◆ **Exercise brief**
Search the material for "lane" and copy each line in which it is found.
══ Stored data
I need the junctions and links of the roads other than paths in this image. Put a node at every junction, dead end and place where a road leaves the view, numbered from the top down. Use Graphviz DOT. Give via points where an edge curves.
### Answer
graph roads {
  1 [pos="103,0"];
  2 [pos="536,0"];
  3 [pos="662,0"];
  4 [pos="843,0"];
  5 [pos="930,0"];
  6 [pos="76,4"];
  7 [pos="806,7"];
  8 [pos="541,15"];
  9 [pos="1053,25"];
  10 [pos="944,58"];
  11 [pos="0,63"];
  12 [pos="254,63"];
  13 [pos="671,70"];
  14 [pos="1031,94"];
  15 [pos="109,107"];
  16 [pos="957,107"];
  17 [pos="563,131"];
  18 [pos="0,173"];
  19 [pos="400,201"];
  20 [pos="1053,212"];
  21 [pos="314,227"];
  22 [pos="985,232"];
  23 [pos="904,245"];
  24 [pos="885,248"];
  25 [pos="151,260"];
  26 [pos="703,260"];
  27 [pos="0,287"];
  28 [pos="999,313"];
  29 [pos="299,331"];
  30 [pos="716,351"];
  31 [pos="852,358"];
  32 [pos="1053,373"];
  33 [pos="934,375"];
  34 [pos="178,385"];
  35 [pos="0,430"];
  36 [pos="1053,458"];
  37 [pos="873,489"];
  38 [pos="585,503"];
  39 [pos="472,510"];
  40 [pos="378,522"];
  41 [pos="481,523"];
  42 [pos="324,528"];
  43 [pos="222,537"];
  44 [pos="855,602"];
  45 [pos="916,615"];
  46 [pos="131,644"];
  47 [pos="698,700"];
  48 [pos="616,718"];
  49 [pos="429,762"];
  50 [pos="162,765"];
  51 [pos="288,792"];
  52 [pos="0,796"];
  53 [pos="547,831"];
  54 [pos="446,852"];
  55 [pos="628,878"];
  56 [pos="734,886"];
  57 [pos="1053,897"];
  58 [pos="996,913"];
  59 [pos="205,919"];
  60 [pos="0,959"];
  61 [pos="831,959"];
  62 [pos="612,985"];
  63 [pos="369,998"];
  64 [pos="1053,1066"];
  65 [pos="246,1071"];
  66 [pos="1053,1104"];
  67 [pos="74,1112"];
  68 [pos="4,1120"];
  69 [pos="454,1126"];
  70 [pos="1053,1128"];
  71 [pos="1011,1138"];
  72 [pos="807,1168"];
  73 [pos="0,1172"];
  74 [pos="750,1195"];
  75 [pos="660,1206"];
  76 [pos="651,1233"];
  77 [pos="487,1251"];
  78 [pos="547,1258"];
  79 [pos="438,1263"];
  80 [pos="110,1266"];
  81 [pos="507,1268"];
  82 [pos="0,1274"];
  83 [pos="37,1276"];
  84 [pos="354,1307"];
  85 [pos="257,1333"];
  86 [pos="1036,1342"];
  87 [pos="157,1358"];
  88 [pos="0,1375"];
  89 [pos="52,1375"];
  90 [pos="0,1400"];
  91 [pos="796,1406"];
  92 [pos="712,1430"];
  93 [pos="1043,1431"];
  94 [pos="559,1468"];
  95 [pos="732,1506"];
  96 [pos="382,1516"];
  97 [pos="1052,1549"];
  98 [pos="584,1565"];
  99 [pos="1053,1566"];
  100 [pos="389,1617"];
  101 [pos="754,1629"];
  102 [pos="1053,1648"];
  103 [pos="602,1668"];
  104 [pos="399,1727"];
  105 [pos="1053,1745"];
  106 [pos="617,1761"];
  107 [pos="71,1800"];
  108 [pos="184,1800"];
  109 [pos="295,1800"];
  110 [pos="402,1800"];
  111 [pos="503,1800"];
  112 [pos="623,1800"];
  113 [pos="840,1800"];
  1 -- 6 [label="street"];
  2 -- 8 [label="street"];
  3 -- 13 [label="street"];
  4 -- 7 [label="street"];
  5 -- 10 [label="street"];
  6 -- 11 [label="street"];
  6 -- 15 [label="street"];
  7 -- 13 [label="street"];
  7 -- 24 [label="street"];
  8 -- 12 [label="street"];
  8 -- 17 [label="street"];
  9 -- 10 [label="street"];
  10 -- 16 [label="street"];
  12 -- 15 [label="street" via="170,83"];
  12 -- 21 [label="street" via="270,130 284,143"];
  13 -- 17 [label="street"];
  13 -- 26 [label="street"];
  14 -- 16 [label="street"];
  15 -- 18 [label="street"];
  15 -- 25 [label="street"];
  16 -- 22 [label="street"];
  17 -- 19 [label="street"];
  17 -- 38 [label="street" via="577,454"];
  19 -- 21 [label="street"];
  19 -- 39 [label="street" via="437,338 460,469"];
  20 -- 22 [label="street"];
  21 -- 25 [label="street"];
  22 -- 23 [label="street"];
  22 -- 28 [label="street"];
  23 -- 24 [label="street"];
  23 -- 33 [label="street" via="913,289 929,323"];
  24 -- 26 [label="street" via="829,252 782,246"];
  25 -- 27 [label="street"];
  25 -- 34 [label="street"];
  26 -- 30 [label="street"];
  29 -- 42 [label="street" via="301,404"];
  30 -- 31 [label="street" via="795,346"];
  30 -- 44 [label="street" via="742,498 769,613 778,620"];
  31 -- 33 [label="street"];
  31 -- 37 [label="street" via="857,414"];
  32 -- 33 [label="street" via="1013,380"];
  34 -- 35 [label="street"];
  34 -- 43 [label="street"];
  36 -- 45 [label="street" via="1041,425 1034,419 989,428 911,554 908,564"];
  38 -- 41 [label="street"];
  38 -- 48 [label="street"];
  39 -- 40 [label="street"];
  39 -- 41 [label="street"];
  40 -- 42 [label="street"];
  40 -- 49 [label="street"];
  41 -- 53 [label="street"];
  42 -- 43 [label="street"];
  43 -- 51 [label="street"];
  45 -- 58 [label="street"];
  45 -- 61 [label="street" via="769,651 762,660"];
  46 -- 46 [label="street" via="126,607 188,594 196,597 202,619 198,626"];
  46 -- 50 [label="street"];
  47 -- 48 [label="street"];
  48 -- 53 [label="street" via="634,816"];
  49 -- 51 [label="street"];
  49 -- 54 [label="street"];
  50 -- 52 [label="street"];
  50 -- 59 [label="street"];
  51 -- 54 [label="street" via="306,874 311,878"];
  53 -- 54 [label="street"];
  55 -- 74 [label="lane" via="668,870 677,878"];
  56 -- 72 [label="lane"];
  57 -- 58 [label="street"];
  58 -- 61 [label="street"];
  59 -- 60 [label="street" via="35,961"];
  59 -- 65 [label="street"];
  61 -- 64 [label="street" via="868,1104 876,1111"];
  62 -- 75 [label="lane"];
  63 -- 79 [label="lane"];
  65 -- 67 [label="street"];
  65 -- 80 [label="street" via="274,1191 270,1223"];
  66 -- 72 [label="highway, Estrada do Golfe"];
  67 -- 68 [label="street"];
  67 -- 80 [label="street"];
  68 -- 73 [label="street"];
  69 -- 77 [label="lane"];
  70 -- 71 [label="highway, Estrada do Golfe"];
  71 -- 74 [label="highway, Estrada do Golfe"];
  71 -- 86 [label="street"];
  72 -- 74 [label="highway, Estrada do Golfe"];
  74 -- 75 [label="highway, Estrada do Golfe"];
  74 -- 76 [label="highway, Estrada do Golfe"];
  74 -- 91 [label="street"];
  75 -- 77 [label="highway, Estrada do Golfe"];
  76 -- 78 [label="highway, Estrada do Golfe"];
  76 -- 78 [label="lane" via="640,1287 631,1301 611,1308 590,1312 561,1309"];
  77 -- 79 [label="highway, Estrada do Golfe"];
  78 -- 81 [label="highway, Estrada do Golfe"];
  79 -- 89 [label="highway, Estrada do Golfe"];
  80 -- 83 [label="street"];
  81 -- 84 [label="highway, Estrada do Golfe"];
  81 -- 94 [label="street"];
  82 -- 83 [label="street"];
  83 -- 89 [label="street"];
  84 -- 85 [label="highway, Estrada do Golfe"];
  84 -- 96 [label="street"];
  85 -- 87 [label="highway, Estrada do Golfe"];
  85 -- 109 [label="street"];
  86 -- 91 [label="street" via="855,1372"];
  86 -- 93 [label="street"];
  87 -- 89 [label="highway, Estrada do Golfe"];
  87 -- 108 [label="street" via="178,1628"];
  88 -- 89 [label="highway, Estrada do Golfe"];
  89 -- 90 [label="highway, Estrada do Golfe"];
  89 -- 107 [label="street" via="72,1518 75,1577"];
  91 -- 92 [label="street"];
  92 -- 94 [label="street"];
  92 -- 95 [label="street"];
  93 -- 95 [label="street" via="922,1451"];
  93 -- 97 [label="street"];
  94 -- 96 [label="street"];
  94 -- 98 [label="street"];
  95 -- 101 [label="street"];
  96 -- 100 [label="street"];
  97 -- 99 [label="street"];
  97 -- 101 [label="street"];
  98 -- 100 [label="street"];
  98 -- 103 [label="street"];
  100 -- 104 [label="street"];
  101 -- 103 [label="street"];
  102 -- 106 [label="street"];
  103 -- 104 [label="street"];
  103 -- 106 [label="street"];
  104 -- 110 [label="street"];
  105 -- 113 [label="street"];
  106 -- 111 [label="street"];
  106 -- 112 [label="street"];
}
════
◆ **Exercise answer**
  55 -- 74 [label="lane" via="668,870 677,878"];
  56 -- 72 [label="lane"];
  62 -- 75 [label="lane"];
  63 -- 79 [label="lane"];
  69 -- 77 [label="lane"];
  76 -- 78 [label="lane" via="640,1287 631,1301 611,1308 590,1312 561,1309"];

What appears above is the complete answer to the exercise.